Point-of-Care Diagnostics for Faster Patient Outreach

In the past few decades, medical sciences and technology have made strides that lead to the establishment of specialized hospitals with all devices necessary for the diagnosis and treatment of illnesses, disorders, and conditions.

Recent innovations have to lead to a reduction in weight and volume and enhancement in portability of diagnostic equipment. This shifted the focus of healthcare professionals back to expeditious and personalized diagnosis.

At the center of Point-of-Care diagnostics is early detection and prevention of diseases, as well as management of several chronic conditions that hitherto were possible only at standard facilities and with bulky medical equipment.

Trends in Point-of-Care Diagnostics

Point-of-Care Diagnostics makes possible highly accurate and professional diagnosis using miniaturized equipment at any desired location. Technology has enabled fast reading of the patient’s response to medicines.

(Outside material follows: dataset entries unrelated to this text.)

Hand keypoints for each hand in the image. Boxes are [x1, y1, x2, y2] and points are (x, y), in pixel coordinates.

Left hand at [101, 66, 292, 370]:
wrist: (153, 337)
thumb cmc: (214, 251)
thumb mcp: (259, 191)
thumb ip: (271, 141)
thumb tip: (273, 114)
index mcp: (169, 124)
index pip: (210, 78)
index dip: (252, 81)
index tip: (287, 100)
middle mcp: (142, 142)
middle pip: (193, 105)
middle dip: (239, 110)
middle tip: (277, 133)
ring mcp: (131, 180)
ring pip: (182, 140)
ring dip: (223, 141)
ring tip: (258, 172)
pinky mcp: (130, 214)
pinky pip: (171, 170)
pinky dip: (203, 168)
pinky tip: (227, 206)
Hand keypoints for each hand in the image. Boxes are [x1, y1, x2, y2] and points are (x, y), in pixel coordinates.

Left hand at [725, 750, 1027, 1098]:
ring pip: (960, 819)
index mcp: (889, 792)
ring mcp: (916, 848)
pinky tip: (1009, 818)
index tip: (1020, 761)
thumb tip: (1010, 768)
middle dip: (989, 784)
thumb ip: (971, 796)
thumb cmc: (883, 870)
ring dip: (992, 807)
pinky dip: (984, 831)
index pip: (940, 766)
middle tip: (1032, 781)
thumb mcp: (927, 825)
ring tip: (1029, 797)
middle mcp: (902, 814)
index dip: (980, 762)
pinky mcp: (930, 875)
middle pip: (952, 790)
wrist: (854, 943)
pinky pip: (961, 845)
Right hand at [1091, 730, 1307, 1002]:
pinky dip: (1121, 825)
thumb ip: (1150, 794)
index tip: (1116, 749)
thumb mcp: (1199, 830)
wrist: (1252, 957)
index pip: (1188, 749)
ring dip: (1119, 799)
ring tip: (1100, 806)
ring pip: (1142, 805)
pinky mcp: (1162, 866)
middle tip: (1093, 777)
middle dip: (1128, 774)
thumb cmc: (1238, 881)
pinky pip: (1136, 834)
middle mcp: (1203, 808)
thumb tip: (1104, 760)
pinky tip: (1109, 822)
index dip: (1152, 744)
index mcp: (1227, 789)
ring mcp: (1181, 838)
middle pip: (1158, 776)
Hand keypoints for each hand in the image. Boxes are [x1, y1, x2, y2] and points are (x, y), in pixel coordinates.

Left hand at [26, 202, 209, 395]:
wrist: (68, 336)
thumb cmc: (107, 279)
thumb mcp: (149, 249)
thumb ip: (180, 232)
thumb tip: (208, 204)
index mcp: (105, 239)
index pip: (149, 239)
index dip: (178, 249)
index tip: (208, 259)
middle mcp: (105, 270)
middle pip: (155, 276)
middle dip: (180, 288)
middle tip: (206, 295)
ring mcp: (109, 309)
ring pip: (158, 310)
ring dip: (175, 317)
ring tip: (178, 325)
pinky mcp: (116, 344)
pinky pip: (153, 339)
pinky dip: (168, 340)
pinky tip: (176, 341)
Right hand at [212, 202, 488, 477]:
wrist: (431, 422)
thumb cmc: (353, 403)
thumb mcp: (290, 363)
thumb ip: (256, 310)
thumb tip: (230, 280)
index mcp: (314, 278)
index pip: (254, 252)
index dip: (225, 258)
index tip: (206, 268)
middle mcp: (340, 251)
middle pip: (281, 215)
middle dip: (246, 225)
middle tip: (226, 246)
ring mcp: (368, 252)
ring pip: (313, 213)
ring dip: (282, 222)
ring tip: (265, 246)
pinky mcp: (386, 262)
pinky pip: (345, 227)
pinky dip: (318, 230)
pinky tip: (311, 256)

  1. Recent trends in point-of-care diagnostics are shifting towards the development of sensors and microsystems and low-cost imaging technologies for point-of-care testing. These instruments combine analytical functions into self-contained, portable devices that can detect and diagnose disease and enable the selection of optimal therapies through patient screening and be monitoring their response to treatments.
  2. Latest sensor technologies are enabling the rapid analysis of blood samples for critical care assay screenings, including blood chemistry, electrolytes, blood gases, and hematology.
  3. Point-of-care biosensors are making progress by leaps and bounds. Biosensors are used in blood toxicology and drug screenings, measurement of blood cells and blood coagulations, bedside diagnosis of heart diseases through detection of cardiac markers in the blood and glucose self-testing.
  4. Diagnosis and treatment of cancer are also on the cards for point-of-care Point-of-care can now also be used for the early detection of cancer by capturing and analyzing Circulating Tumour Cells (CTCs).
  5. The invention of microfluidic devices for capturing CTCs from whole blood is revolutionized cancer biology research.
  6. Lab-on-a-chip is being projected as the future of diagnosis. Nanofluidic devices invented less than a decade ago, are now finding applications in the biomedical field. Its integration with microfluidic systems (lab-on-a-chip) is finding applications in analyzing and separating biomolecules such as DNA.

Conclusion

Point-of-care methods are currently being employed to discover ways to modify the efficacy of diet in infants with genetic growth disorders. These ways include the development of a special type of chemical sensor that detects these disorders through a small blood sample.

A major roadblock in developing futuristic devices is cost. Efforts are being made to devise technology, concept, and materials in such a way that it brings down the cost of mass producing equipment.

Apart from reducing costs, the bigger idea of having point-of-care diagnostics is to someday diagnose, treat or prevent any and all diseases and disorders in order to reduce mortality rates and provide affordable healthcare to all.